**Required action:** From the records below, copy out each line that has the word "Hogenkamp".

____

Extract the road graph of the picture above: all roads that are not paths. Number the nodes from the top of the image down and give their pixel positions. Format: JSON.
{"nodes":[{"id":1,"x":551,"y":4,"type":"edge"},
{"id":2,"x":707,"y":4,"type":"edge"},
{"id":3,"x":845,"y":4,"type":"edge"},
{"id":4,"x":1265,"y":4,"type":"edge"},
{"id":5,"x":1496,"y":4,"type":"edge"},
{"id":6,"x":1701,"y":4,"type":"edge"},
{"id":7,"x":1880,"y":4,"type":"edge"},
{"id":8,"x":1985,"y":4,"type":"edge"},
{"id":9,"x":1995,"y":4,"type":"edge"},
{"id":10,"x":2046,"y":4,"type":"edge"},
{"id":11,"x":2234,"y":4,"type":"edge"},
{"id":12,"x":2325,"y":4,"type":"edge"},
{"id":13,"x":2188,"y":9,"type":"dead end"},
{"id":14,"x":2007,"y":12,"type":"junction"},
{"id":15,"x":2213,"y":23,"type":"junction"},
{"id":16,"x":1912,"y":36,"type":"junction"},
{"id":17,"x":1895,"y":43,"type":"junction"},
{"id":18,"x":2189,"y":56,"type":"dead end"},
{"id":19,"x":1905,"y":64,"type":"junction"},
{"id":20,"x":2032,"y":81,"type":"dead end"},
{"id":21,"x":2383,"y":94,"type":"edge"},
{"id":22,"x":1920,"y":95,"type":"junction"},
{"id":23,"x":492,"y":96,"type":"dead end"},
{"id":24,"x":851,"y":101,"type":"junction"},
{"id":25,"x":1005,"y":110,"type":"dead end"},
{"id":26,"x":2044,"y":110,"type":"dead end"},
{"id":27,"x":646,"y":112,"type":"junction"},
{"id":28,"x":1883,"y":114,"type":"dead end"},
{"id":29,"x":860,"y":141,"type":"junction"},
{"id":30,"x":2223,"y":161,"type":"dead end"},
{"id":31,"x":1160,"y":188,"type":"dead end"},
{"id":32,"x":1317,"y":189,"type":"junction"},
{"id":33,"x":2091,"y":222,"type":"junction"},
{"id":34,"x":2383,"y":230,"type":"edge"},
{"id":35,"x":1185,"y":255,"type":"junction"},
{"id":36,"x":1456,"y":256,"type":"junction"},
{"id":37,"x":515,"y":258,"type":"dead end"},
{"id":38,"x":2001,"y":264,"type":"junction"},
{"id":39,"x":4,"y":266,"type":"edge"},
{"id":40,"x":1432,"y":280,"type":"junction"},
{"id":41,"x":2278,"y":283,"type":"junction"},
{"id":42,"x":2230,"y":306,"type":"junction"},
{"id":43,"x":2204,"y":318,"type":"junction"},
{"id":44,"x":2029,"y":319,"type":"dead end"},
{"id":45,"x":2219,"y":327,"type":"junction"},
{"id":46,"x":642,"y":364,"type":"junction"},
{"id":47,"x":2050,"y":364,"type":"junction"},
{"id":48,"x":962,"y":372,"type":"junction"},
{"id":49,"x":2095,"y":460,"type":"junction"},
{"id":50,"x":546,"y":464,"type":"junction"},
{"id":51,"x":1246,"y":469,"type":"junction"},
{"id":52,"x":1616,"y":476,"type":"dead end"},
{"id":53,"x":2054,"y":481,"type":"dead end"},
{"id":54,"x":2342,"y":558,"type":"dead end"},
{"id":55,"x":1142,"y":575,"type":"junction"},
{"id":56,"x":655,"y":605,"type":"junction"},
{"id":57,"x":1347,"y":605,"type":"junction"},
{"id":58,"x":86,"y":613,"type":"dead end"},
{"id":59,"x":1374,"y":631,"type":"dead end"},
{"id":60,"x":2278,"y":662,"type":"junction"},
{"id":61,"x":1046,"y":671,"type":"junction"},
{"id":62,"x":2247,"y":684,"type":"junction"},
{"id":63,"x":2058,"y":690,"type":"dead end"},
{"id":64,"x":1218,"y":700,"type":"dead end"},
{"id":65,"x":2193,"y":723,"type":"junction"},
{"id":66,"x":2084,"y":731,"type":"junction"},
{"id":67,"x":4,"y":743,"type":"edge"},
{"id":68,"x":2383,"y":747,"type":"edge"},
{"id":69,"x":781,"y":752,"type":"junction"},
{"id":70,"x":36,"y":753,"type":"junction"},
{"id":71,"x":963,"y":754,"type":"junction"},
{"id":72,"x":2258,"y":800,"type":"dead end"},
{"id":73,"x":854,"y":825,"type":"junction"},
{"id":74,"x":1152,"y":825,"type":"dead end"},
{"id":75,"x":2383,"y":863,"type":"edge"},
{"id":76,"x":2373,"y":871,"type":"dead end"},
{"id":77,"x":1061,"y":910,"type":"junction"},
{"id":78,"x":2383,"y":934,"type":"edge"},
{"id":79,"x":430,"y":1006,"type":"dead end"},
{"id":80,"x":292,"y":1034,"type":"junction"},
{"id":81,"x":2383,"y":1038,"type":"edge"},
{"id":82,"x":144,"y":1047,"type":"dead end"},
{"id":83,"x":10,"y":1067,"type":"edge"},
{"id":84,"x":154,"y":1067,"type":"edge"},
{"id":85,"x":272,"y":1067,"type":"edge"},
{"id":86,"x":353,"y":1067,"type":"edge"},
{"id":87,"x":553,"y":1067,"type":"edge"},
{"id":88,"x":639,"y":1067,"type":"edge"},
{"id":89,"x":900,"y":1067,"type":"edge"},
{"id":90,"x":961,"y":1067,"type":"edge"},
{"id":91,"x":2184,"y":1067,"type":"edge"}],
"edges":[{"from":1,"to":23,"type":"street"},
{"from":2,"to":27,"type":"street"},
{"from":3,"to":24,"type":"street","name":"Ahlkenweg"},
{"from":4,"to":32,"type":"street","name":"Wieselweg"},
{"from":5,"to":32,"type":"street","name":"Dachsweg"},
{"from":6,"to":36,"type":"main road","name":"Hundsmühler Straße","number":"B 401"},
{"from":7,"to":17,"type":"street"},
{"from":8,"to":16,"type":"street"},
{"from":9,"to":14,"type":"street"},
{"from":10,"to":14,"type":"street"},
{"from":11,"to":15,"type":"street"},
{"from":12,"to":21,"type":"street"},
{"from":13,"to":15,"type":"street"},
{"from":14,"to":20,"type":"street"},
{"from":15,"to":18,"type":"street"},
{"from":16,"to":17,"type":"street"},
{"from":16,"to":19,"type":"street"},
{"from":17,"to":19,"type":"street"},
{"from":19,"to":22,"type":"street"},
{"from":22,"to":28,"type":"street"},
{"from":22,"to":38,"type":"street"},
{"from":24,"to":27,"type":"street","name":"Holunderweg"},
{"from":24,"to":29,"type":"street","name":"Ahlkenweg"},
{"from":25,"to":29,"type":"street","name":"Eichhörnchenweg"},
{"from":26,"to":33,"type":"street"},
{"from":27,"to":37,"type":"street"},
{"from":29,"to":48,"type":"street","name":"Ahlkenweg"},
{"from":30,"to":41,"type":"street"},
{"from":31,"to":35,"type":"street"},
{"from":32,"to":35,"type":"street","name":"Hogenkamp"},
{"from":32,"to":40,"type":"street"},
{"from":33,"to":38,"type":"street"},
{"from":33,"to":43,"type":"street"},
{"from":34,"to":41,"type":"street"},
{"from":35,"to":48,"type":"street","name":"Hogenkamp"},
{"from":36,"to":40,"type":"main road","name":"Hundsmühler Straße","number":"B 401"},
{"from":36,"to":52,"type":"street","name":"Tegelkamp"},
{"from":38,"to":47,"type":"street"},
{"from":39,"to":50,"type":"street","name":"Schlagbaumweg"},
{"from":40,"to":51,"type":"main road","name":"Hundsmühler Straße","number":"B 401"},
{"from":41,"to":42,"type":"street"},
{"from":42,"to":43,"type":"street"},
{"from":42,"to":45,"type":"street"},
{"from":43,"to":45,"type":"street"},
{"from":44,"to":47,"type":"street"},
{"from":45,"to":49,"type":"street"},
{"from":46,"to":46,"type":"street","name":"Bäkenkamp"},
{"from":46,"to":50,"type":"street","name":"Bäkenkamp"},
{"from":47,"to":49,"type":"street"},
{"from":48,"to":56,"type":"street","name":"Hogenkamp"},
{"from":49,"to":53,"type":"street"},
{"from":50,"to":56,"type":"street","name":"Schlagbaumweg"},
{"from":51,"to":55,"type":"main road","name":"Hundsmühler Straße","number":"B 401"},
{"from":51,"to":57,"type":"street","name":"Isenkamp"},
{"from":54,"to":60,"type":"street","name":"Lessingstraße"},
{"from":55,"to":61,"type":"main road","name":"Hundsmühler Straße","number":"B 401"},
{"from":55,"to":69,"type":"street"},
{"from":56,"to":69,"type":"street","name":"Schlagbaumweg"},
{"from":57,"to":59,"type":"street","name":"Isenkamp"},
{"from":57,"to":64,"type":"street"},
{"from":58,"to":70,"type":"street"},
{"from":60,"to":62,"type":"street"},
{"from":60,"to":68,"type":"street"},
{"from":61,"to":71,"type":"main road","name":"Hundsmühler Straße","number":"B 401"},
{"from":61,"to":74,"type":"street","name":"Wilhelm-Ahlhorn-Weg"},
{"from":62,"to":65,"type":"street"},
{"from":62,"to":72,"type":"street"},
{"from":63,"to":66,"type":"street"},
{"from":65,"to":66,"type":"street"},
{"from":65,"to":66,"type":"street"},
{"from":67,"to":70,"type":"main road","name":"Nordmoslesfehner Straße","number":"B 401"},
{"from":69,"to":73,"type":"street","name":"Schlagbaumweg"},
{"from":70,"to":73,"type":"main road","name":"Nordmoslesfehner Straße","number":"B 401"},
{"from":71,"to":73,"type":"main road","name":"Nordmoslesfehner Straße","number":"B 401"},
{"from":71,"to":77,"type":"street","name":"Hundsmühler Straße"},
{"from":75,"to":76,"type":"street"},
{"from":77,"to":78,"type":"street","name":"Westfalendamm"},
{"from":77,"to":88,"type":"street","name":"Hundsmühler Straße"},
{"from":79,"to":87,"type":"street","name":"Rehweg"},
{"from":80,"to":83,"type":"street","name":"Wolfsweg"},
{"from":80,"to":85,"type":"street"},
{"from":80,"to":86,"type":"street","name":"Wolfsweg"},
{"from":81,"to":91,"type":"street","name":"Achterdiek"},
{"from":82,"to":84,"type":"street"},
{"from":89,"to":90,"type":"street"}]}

____

**Result below:**
{"from":32,"to":35,"type":"street","name":"Hogenkamp"},
{"from":35,"to":48,"type":"street","name":"Hogenkamp"},
{"from":48,"to":56,"type":"street","name":"Hogenkamp"},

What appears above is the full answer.